[THE PROBLEM]:
Your task is to transcribe, without alteration, the lines from the top of the material below through the line bearing "Road topology of", inclusive.
++++++++++
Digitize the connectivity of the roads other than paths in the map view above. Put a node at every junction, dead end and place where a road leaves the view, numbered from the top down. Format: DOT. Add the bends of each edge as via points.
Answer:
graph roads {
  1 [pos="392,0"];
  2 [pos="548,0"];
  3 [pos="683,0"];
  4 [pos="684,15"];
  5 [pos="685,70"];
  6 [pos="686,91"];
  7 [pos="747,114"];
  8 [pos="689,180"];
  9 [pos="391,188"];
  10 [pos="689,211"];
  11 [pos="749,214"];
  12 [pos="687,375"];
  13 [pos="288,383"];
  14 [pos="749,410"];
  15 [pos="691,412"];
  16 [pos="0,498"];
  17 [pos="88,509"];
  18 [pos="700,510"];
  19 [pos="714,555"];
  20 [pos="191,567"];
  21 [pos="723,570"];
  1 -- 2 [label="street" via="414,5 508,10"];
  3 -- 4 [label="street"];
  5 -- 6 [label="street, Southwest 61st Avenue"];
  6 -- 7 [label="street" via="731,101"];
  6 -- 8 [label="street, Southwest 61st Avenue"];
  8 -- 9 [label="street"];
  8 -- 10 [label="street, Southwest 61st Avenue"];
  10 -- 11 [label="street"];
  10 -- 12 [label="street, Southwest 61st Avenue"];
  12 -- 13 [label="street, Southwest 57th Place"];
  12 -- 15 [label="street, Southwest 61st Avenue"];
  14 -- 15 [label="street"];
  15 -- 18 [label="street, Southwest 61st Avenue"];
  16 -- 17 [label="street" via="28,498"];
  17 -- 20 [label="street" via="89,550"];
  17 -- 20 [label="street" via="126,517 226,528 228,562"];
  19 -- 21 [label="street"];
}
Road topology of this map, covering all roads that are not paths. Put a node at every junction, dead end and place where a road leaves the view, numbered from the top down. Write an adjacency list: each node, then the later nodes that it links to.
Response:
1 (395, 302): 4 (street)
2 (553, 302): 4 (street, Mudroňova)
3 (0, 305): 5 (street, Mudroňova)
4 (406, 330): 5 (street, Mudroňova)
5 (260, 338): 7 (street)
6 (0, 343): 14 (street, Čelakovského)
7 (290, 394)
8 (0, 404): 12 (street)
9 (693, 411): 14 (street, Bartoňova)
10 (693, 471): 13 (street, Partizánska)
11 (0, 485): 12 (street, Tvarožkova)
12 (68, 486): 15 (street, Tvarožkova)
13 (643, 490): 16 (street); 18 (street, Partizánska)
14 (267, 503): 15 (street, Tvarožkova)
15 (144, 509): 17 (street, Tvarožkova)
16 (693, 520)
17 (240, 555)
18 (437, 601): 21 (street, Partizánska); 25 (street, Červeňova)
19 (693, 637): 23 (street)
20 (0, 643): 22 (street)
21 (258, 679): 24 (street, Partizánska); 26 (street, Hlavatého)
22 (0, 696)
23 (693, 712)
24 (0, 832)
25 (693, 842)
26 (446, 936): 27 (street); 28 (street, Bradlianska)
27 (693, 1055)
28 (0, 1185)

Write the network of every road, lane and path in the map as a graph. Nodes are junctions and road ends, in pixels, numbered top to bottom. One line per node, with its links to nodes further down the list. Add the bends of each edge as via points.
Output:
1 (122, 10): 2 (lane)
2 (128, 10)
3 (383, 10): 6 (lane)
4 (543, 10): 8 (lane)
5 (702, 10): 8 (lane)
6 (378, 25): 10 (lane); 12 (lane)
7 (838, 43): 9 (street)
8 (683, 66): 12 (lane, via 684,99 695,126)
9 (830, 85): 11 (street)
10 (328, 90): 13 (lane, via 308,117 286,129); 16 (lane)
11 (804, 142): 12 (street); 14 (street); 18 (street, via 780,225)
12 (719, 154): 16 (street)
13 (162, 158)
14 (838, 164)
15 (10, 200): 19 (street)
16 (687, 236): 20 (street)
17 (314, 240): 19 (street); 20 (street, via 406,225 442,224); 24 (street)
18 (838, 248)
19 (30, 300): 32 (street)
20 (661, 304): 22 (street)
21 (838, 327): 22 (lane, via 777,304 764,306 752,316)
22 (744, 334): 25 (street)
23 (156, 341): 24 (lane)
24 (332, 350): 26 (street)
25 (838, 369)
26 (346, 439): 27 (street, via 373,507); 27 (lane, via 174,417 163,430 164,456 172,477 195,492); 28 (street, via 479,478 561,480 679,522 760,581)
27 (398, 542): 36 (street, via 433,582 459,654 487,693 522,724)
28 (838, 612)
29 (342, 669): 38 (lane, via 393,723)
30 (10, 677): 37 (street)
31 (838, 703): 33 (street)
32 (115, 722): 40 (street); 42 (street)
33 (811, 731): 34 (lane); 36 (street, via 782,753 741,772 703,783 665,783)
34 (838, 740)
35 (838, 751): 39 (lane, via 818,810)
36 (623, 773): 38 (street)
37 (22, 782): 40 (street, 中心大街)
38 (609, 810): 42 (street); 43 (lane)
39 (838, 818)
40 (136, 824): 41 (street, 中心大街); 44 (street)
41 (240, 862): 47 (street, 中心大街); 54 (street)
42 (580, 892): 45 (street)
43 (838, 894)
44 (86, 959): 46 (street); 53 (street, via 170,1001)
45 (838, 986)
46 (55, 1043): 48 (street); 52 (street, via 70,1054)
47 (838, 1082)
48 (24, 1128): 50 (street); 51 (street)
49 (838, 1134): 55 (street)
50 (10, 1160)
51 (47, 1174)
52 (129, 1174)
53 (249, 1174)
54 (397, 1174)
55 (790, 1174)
++++++++++
[SOLVED EXERCISE]:
Digitize the connectivity of the roads other than paths in the map view above. Put a node at every junction, dead end and place where a road leaves the view, numbered from the top down. Format: DOT. Add the bends of each edge as via points.
Answer:
graph roads {
  1 [pos="392,0"];
  2 [pos="548,0"];
  3 [pos="683,0"];
  4 [pos="684,15"];
  5 [pos="685,70"];
  6 [pos="686,91"];
  7 [pos="747,114"];
  8 [pos="689,180"];
  9 [pos="391,188"];
  10 [pos="689,211"];
  11 [pos="749,214"];
  12 [pos="687,375"];
  13 [pos="288,383"];
  14 [pos="749,410"];
  15 [pos="691,412"];
  16 [pos="0,498"];
  17 [pos="88,509"];
  18 [pos="700,510"];
  19 [pos="714,555"];
  20 [pos="191,567"];
  21 [pos="723,570"];
  1 -- 2 [label="street" via="414,5 508,10"];
  3 -- 4 [label="street"];
  5 -- 6 [label="street, Southwest 61st Avenue"];
  6 -- 7 [label="street" via="731,101"];
  6 -- 8 [label="street, Southwest 61st Avenue"];
  8 -- 9 [label="street"];
  8 -- 10 [label="street, Southwest 61st Avenue"];
  10 -- 11 [label="street"];
  10 -- 12 [label="street, Southwest 61st Avenue"];
  12 -- 13 [label="street, Southwest 57th Place"];
  12 -- 15 [label="street, Southwest 61st Avenue"];
  14 -- 15 [label="street"];
  15 -- 18 [label="street, Southwest 61st Avenue"];
  16 -- 17 [label="street" via="28,498"];
  17 -- 20 [label="street" via="89,550"];
  17 -- 20 [label="street" via="126,517 226,528 228,562"];
  19 -- 21 [label="street"];
}
Road topology of this map, covering all roads that are not paths. Put a node at every junction, dead end and place where a road leaves the view, numbered from the top down. Write an adjacency list: each node, then the later nodes that it links to.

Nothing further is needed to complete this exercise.